• Domingos Lobo

A obra surge num período feroz e desumano do capitalismo norte-americano
Morte de um Caixeiro-Viajante, de Arthur Miller, pela Companhia de Teatro de Almada
Entre o sonho e a realidade

RUI MATEUS


O escritor e crítico literário Williams Dean Howells (1837/1920) defendia que a literatura devia empenhar-se criticamente na denúncia das injustiças sociais, que cabia aos autores a defesa e a procura de caminhos justos para um maior equilíbrio social. Só nesse empenho, nessa luta pela dignidade dos seus concidadãos, o escritor seria digno de respeito e a sua superior função inteiramente cumprida.

Autores como John Steinbeck e Dos Passos mostrar-se-iam dignos continuadores desses éticos princípios.

Coube ao teatro, e ao teatro de Arthur Miller em particular, à força magnética da palavra dita pelos actores, ser instrumento privilegiado de reflexão e denúncia sobre as causas e consequências do desastre social que foi o crash de 1929 e os resultados subsequentes que estiveram na génese de outras e mais amplas tragédias.

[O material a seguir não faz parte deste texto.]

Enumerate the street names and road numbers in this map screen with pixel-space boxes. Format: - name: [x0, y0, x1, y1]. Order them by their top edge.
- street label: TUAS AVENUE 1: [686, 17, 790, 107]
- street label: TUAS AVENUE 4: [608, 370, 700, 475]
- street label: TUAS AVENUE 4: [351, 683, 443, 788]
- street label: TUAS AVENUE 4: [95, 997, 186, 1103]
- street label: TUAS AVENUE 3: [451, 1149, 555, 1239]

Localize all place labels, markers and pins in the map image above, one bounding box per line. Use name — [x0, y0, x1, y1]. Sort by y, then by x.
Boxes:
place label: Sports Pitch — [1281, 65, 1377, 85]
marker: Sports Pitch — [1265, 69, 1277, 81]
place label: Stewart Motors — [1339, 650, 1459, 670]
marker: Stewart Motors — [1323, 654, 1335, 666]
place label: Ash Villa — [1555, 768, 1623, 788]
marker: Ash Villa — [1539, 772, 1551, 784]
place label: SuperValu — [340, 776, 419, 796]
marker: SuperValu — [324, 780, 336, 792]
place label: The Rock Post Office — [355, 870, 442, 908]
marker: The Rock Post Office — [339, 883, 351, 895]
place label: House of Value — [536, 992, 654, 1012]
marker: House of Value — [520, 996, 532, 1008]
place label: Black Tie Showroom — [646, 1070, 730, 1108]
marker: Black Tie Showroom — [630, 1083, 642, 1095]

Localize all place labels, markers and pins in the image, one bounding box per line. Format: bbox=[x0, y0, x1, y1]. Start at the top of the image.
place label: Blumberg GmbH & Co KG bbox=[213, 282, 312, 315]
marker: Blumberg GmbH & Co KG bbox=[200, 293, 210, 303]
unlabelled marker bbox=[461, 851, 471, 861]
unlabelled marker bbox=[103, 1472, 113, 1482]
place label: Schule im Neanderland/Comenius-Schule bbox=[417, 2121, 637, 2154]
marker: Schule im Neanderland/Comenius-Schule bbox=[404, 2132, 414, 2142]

O pós-guerra permitiria ao capitalismo dos EUA um novo fôlego, com Truman promovendo uma política expansionista e de consumo, a propaganda do sonho americano, o macarthismo a perseguir quantos ousassem manifestar-se contra a ideologia dominante; a eleger os vencedores e a abandonar à sua sorte todos aqueles que se sentiam incapazes de encaixar na rapace causticidade do sistema.

O dramaturgo Arthur Miller reflectirá na sua obra-prima Morte de um Caixeiro-Viajante (1949), através da personagem Willy Loman, o período feroz e desumano do restabelecimento do projecto ideológico que tem como objectivo a exploração e o lucro, a par do sucesso individual como base doutrinária: a sacralização do dinheiro, modo e motor de projecção e aceitação social. Loman é um perdedor, alguém que sonhou ingenuamente um mundo outro, que imaginou até à absurda mitificação uma América que não existia, que não existe; uma sociedade em que todas as oportunidades surgiriam e a felicidade era possível. Até que a brutal realidade o esbofeteia, domina e vence.

Loman saberá, tardiamente, que é uma máquina que já não rende, que é descartável, que já não encaixa num mundo em rápida transformação, que não entende, que o irá humilhar até ao desespero. Quando, no encontro com o patrão, quase suplicante, vai baixando a fasquia da sua proposta de um salário de 100 dólares semanais para uns irrisórios 40, o patrão, sem sequer o ouvir, dirá a um atónito Loman, friamente, que está despedido, mesmo quando este lhe recorda que trabalhou ali mais de trinta anos e deu à firma muito dinheiro a ganhar. Mas o capital não tem rosto, é um estilete frio e grave, tem urgências, prioridades e muitos brinquedos para ocupar o ócio: não se ocupa com minudências.

Loman é, neste soberbo texto de Miller, que continua actualíssimo, o símbolo do fracasso do sonho americano, alguém que acreditava nesse sonho, que delirantemente enfatizava até se perder no seu próprio labirinto. Só então despertará para a realidade que o cerca: Que mundo este em que um homem vale mais morto que vivo.

A encenação de Carlos Pimenta cria um espaço amplo e despojado no vasto palco do Teatro Joaquim Benite, em Almada: cadeiras, mesas, alguns adereços, e deixa toda a cena, a ampla respiração simbólica da peça, aos actores, e aos impressivos vídeos de João Pedro Fonseca. O espaço em que todo o drama acontece, com os actores num registo quase naturalista mas onde a emoção sublinha, e sublima, o poderoso texto de Miller, com sóbria e eficaz forma de o representar, de o tornar actuante e crítico.

A uma das interrogações que Carlos Pimenta entende serem possíveis para a leitura deste espectáculo, Como se medem os sonhos?, acrescento uma outra: É justa uma sociedade em que os sonhos dos homens se não possam cumprir?

Por tudo o que aqui se regista, é óbvio que vale a pena, uma vez mais, ir a Almada: o bom Teatro (também) mora ali.